■ INPUT FOR THIS TASK:
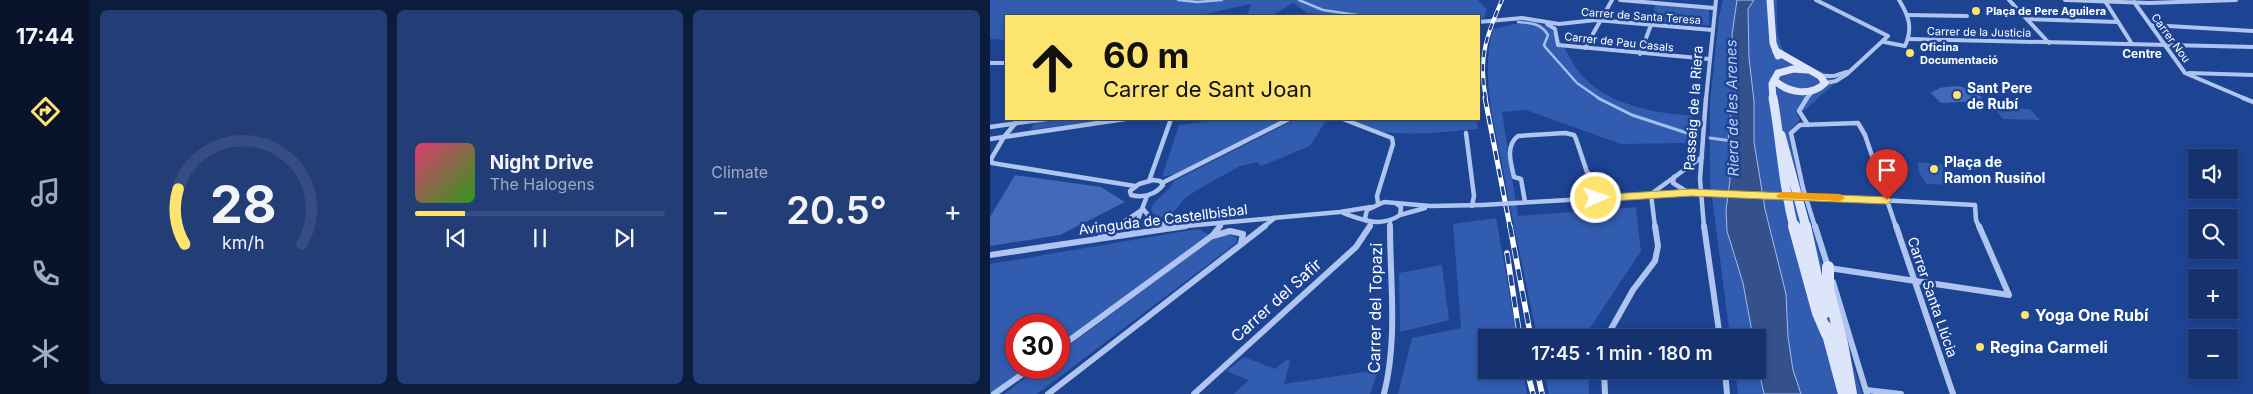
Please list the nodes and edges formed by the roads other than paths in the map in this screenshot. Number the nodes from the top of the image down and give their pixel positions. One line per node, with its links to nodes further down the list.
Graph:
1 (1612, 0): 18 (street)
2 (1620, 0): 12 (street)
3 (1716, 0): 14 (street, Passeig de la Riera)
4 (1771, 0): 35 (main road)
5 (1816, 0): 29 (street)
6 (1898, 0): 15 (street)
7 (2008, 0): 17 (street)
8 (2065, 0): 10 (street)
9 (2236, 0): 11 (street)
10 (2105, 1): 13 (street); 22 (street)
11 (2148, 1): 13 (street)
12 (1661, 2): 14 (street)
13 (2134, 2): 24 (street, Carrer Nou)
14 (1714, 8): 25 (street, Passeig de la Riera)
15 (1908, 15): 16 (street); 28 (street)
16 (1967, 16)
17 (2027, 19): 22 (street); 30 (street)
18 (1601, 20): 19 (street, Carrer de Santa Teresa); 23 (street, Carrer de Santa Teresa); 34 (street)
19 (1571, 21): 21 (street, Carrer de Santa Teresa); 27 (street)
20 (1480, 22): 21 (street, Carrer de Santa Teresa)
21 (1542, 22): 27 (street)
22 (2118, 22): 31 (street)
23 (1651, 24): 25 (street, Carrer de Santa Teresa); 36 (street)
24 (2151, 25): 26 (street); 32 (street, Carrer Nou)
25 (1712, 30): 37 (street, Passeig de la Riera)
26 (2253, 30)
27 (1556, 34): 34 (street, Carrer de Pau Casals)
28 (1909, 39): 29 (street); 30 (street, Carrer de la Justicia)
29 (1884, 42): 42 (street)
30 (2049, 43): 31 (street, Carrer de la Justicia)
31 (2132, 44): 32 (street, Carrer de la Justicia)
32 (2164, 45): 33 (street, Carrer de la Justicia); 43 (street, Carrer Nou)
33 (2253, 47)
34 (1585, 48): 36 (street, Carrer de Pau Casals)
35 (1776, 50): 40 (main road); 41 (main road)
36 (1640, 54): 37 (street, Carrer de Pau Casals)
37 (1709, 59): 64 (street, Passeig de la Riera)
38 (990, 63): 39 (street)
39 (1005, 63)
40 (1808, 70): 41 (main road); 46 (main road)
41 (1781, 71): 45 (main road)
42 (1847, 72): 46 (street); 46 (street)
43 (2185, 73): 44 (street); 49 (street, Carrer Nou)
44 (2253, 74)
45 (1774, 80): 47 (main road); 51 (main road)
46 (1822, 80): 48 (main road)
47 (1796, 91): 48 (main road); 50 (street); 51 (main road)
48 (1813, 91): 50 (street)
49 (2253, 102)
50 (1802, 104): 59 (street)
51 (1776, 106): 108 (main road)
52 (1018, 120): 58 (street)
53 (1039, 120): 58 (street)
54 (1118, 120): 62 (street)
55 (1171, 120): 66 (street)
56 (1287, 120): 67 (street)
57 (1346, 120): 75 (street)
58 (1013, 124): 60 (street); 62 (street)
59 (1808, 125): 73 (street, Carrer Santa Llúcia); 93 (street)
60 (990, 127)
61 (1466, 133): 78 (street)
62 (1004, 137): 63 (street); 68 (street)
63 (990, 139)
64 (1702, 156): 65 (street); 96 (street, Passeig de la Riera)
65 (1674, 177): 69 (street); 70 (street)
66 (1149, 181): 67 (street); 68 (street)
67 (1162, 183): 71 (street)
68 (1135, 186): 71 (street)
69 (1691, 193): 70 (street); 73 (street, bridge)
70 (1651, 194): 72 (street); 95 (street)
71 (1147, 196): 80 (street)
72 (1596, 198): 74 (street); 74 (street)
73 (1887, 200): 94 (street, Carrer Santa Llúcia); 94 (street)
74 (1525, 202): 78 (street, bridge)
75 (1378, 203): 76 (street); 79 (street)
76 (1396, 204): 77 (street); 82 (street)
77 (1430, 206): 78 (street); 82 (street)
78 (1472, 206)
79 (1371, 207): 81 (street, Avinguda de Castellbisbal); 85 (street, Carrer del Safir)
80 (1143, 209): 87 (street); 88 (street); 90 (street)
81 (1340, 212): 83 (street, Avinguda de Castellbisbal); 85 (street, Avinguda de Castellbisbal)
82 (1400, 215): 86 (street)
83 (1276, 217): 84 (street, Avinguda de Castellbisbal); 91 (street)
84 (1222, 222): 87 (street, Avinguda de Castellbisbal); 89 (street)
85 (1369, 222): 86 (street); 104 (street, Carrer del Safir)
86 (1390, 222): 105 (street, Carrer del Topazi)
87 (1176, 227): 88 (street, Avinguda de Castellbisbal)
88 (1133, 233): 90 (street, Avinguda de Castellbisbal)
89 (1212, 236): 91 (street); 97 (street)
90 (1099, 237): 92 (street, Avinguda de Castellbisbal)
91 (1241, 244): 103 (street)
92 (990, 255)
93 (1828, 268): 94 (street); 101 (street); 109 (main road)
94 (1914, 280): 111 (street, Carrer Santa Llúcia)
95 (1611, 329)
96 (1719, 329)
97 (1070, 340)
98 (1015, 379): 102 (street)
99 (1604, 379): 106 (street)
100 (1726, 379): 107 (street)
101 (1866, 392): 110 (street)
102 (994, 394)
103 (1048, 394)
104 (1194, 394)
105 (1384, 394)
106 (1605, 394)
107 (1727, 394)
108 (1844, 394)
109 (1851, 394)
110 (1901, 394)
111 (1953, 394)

■ PROBLEM:
Apart from the pictures, every record must be set down exactly.

■ OUTPUT FOR THIS TASK:
Please list the nodes and edges formed by the roads other than paths in the map in this screenshot. Number the nodes from the top of the image down and give their pixel positions. One line per node, with its links to nodes further down the list.
Graph:
1 (1612, 0): 18 (street)
2 (1620, 0): 12 (street)
3 (1716, 0): 14 (street, Passeig de la Riera)
4 (1771, 0): 35 (main road)
5 (1816, 0): 29 (street)
6 (1898, 0): 15 (street)
7 (2008, 0): 17 (street)
8 (2065, 0): 10 (street)
9 (2236, 0): 11 (street)
10 (2105, 1): 13 (street); 22 (street)
11 (2148, 1): 13 (street)
12 (1661, 2): 14 (street)
13 (2134, 2): 24 (street, Carrer Nou)
14 (1714, 8): 25 (street, Passeig de la Riera)
15 (1908, 15): 16 (street); 28 (street)
16 (1967, 16)
17 (2027, 19): 22 (street); 30 (street)
18 (1601, 20): 19 (street, Carrer de Santa Teresa); 23 (street, Carrer de Santa Teresa); 34 (street)
19 (1571, 21): 21 (street, Carrer de Santa Teresa); 27 (street)
20 (1480, 22): 21 (street, Carrer de Santa Teresa)
21 (1542, 22): 27 (street)
22 (2118, 22): 31 (street)
23 (1651, 24): 25 (street, Carrer de Santa Teresa); 36 (street)
24 (2151, 25): 26 (street); 32 (street, Carrer Nou)
25 (1712, 30): 37 (street, Passeig de la Riera)
26 (2253, 30)
27 (1556, 34): 34 (street, Carrer de Pau Casals)
28 (1909, 39): 29 (street); 30 (street, Carrer de la Justicia)
29 (1884, 42): 42 (street)
30 (2049, 43): 31 (street, Carrer de la Justicia)
31 (2132, 44): 32 (street, Carrer de la Justicia)
32 (2164, 45): 33 (street, Carrer de la Justicia); 43 (street, Carrer Nou)
33 (2253, 47)
34 (1585, 48): 36 (street, Carrer de Pau Casals)
35 (1776, 50): 40 (main road); 41 (main road)
36 (1640, 54): 37 (street, Carrer de Pau Casals)
37 (1709, 59): 64 (street, Passeig de la Riera)
38 (990, 63): 39 (street)
39 (1005, 63)
40 (1808, 70): 41 (main road); 46 (main road)
41 (1781, 71): 45 (main road)
42 (1847, 72): 46 (street); 46 (street)
43 (2185, 73): 44 (street); 49 (street, Carrer Nou)
44 (2253, 74)
45 (1774, 80): 47 (main road); 51 (main road)
46 (1822, 80): 48 (main road)
47 (1796, 91): 48 (main road); 50 (street); 51 (main road)
48 (1813, 91): 50 (street)
49 (2253, 102)
50 (1802, 104): 59 (street)
51 (1776, 106): 108 (main road)
52 (1018, 120): 58 (street)
53 (1039, 120): 58 (street)
54 (1118, 120): 62 (street)
55 (1171, 120): 66 (street)
56 (1287, 120): 67 (street)
57 (1346, 120): 75 (street)
58 (1013, 124): 60 (street); 62 (street)
59 (1808, 125): 73 (street, Carrer Santa Llúcia); 93 (street)
60 (990, 127)
61 (1466, 133): 78 (street)
62 (1004, 137): 63 (street); 68 (street)
63 (990, 139)
64 (1702, 156): 65 (street); 96 (street, Passeig de la Riera)
65 (1674, 177): 69 (street); 70 (street)
66 (1149, 181): 67 (street); 68 (street)
67 (1162, 183): 71 (street)
68 (1135, 186): 71 (street)
69 (1691, 193): 70 (street); 73 (street, bridge)
70 (1651, 194): 72 (street); 95 (street)
71 (1147, 196): 80 (street)
72 (1596, 198): 74 (street); 74 (street)
73 (1887, 200): 94 (street, Carrer Santa Llúcia); 94 (street)
74 (1525, 202): 78 (street, bridge)
75 (1378, 203): 76 (street); 79 (street)
76 (1396, 204): 77 (street); 82 (street)
77 (1430, 206): 78 (street); 82 (street)
78 (1472, 206)
79 (1371, 207): 81 (street, Avinguda de Castellbisbal); 85 (street, Carrer del Safir)
80 (1143, 209): 87 (street); 88 (street); 90 (street)
81 (1340, 212): 83 (street, Avinguda de Castellbisbal); 85 (street, Avinguda de Castellbisbal)
82 (1400, 215): 86 (street)
83 (1276, 217): 84 (street, Avinguda de Castellbisbal); 91 (street)
84 (1222, 222): 87 (street, Avinguda de Castellbisbal); 89 (street)
85 (1369, 222): 86 (street); 104 (street, Carrer del Safir)
86 (1390, 222): 105 (street, Carrer del Topazi)
87 (1176, 227): 88 (street, Avinguda de Castellbisbal)
88 (1133, 233): 90 (street, Avinguda de Castellbisbal)
89 (1212, 236): 91 (street); 97 (street)
90 (1099, 237): 92 (street, Avinguda de Castellbisbal)
91 (1241, 244): 103 (street)
92 (990, 255)
93 (1828, 268): 94 (street); 101 (street); 109 (main road)
94 (1914, 280): 111 (street, Carrer Santa Llúcia)
95 (1611, 329)
96 (1719, 329)
97 (1070, 340)
98 (1015, 379): 102 (street)
99 (1604, 379): 106 (street)
100 (1726, 379): 107 (street)
101 (1866, 392): 110 (street)
102 (994, 394)
103 (1048, 394)
104 (1194, 394)
105 (1384, 394)
106 (1605, 394)
107 (1727, 394)
108 (1844, 394)
109 (1851, 394)
110 (1901, 394)
111 (1953, 394)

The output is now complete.